Task objective -> Before copying the entries, remove the pictures; everything else stays exactly as it is.

Task input ->
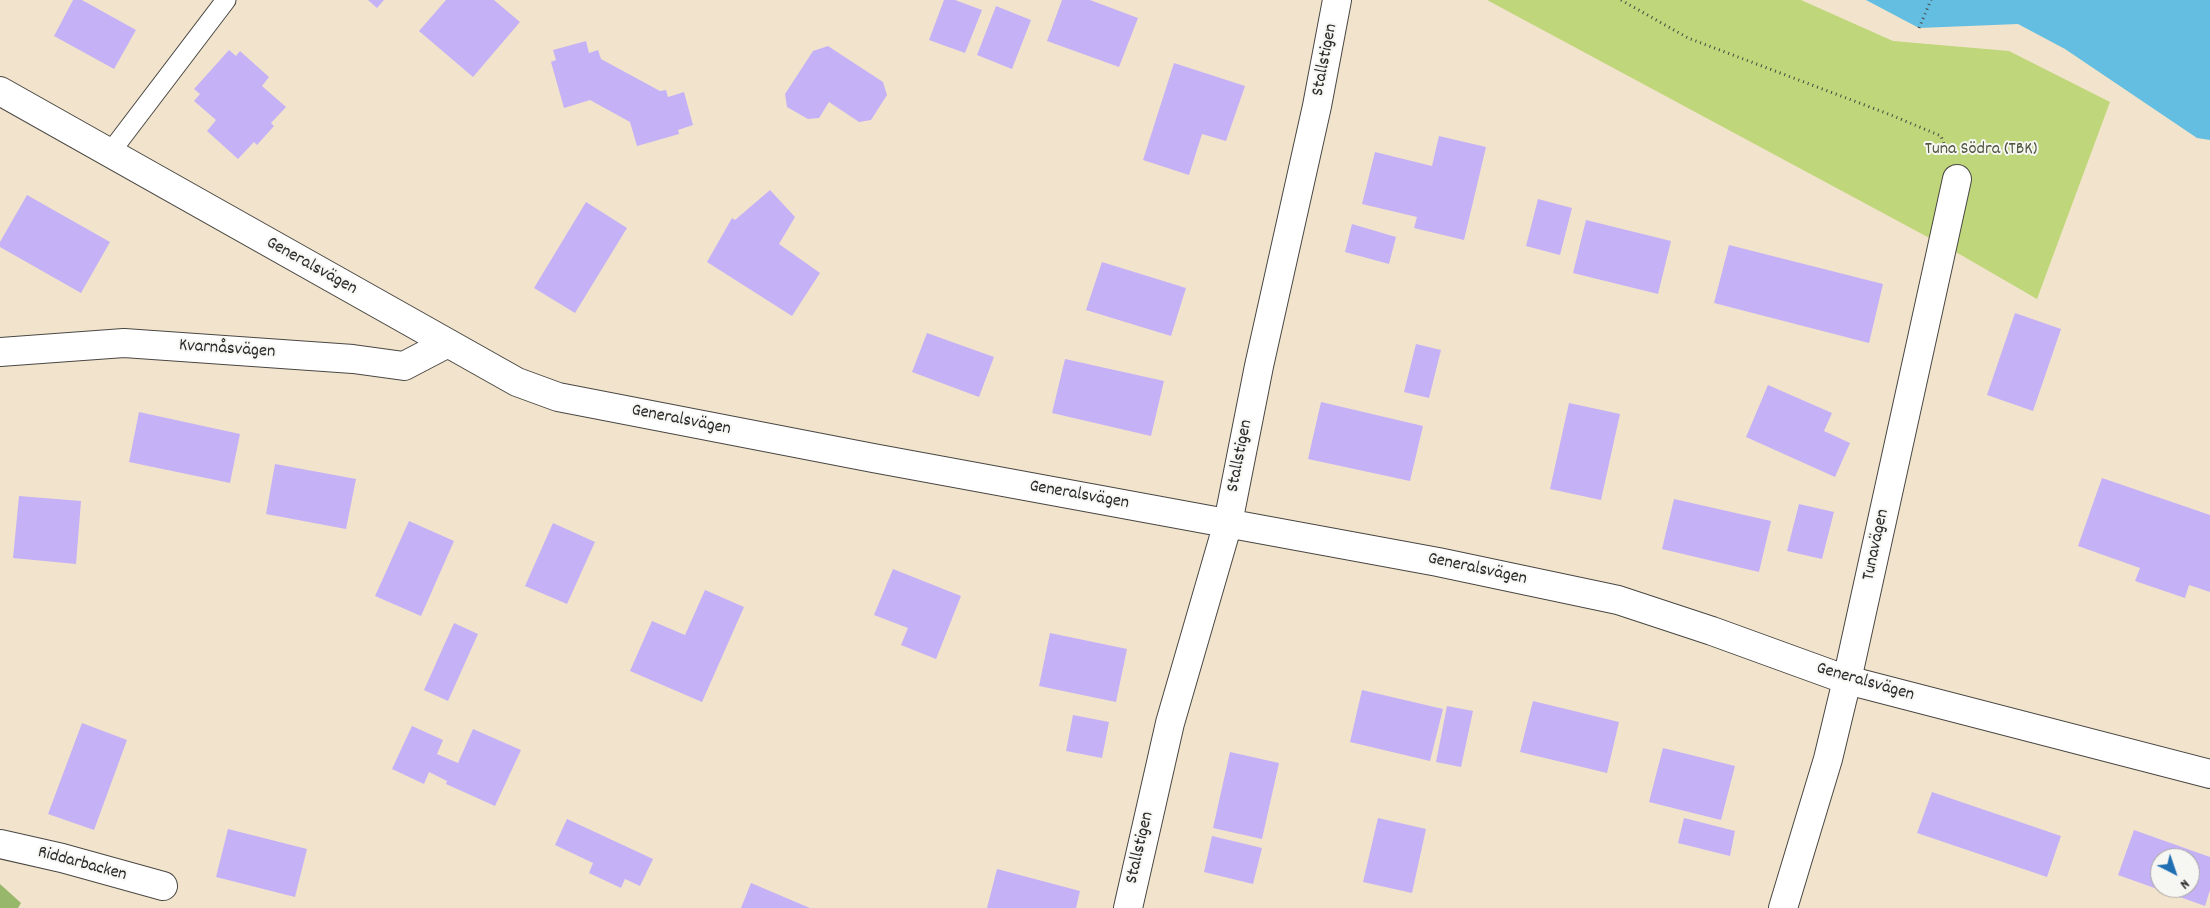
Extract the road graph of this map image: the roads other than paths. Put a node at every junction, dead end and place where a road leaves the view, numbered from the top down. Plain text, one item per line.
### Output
1 (226, 0) edge
2 (1337, 0) edge
3 (0, 91) edge
4 (109, 154) junction
5 (1957, 179) road end
6 (448, 343) junction
7 (0, 352) edge
8 (1228, 523) junction
9 (1847, 680) junction
10 (2210, 774) edge
11 (0, 844) edge
12 (163, 886) dead end
13 (1128, 908) edge
14 (1783, 908) edge

1 - 4 lane
2 - 8 street, Stallstigen
3 - 4 street, Generalsvägen
4 - 6 street, Generalsvägen
5 - 9 street, Tunavägen
6 - 7 street, Kvarnåsvägen
6 - 8 street, Generalsvägen
8 - 9 street, Generalsvägen
8 - 13 street, Stallstigen
9 - 10 street, Generalsvägen
9 - 14 street, Tunavägen
11 - 12 street, Riddarbacken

Your solution ->
Extract the road graph of this map image: the roads other than paths. Put a node at every junction, dead end and place where a road leaves the view, numbered from the top down. Plain text, one item per line.
### Output
1 (226, 0) edge
2 (1337, 0) edge
3 (0, 91) edge
4 (109, 154) junction
5 (1957, 179) road end
6 (448, 343) junction
7 (0, 352) edge
8 (1228, 523) junction
9 (1847, 680) junction
10 (2210, 774) edge
11 (0, 844) edge
12 (163, 886) dead end
13 (1128, 908) edge
14 (1783, 908) edge

1 - 4 lane
2 - 8 street, Stallstigen
3 - 4 street, Generalsvägen
4 - 6 street, Generalsvägen
5 - 9 street, Tunavägen
6 - 7 street, Kvarnåsvägen
6 - 8 street, Generalsvägen
8 - 9 street, Generalsvägen
8 - 13 street, Stallstigen
9 - 10 street, Generalsvägen
9 - 14 street, Tunavägen
11 - 12 street, Riddarbacken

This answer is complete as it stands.